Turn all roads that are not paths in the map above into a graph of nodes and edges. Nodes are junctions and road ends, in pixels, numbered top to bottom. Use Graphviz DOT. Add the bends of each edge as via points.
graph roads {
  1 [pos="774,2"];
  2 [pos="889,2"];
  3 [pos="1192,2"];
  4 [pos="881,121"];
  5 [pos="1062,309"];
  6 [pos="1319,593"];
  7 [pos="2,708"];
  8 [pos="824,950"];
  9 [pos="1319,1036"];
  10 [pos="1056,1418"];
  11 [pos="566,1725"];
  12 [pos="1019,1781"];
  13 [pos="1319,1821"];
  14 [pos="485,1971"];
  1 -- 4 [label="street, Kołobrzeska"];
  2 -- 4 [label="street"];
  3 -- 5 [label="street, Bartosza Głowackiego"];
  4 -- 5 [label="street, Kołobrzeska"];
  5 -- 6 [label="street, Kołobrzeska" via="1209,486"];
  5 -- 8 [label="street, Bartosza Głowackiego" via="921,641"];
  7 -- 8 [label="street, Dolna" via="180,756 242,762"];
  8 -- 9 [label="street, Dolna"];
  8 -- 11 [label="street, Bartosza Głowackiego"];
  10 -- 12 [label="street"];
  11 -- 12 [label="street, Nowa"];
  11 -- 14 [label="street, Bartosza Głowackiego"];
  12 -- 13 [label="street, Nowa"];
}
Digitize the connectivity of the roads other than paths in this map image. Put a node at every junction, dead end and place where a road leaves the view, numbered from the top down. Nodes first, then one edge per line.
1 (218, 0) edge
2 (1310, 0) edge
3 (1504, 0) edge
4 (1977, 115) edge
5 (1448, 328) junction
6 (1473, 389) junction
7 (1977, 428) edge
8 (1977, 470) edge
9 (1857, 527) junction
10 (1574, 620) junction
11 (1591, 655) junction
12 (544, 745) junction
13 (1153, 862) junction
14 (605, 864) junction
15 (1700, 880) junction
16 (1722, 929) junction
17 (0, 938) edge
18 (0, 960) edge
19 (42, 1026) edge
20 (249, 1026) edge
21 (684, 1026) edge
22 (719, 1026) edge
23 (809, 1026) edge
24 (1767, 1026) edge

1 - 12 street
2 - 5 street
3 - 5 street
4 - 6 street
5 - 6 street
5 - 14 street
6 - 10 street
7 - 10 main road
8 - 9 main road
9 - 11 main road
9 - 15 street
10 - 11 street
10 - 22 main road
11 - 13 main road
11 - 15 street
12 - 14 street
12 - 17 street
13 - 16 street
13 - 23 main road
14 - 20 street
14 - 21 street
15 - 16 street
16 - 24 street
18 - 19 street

* **GOAL OF THE EXERCISE**
Your output must be an exact copy of every entry.

* **RESPONSE TO THE EXERCISE**
Turn all roads that are not paths in the map above into a graph of nodes and edges. Nodes are junctions and road ends, in pixels, numbered top to bottom. Use Graphviz DOT. Add the bends of each edge as via points.
graph roads {
  1 [pos="774,2"];
  2 [pos="889,2"];
  3 [pos="1192,2"];
  4 [pos="881,121"];
  5 [pos="1062,309"];
  6 [pos="1319,593"];
  7 [pos="2,708"];
  8 [pos="824,950"];
  9 [pos="1319,1036"];
  10 [pos="1056,1418"];
  11 [pos="566,1725"];
  12 [pos="1019,1781"];
  13 [pos="1319,1821"];
  14 [pos="485,1971"];
  1 -- 4 [label="street, Kołobrzeska"];
  2 -- 4 [label="street"];
  3 -- 5 [label="street, Bartosza Głowackiego"];
  4 -- 5 [label="street, Kołobrzeska"];
  5 -- 6 [label="street, Kołobrzeska" via="1209,486"];
  5 -- 8 [label="street, Bartosza Głowackiego" via="921,641"];
  7 -- 8 [label="street, Dolna" via="180,756 242,762"];
  8 -- 9 [label="street, Dolna"];
  8 -- 11 [label="street, Bartosza Głowackiego"];
  10 -- 12 [label="street"];
  11 -- 12 [label="street, Nowa"];
  11 -- 14 [label="street, Bartosza Głowackiego"];
  12 -- 13 [label="street, Nowa"];
}
Digitize the connectivity of the roads other than paths in this map image. Put a node at every junction, dead end and place where a road leaves the view, numbered from the top down. Nodes first, then one edge per line.
1 (218, 0) edge
2 (1310, 0) edge
3 (1504, 0) edge
4 (1977, 115) edge
5 (1448, 328) junction
6 (1473, 389) junction
7 (1977, 428) edge
8 (1977, 470) edge
9 (1857, 527) junction
10 (1574, 620) junction
11 (1591, 655) junction
12 (544, 745) junction
13 (1153, 862) junction
14 (605, 864) junction
15 (1700, 880) junction
16 (1722, 929) junction
17 (0, 938) edge
18 (0, 960) edge
19 (42, 1026) edge
20 (249, 1026) edge
21 (684, 1026) edge
22 (719, 1026) edge
23 (809, 1026) edge
24 (1767, 1026) edge

1 - 12 street
2 - 5 street
3 - 5 street
4 - 6 street
5 - 6 street
5 - 14 street
6 - 10 street
7 - 10 main road
8 - 9 main road
9 - 11 main road
9 - 15 street
10 - 11 street
10 - 22 main road
11 - 13 main road
11 - 15 street
12 - 14 street
12 - 17 street
13 - 16 street
13 - 23 main road
14 - 20 street
14 - 21 street
15 - 16 street
16 - 24 street
18 - 19 street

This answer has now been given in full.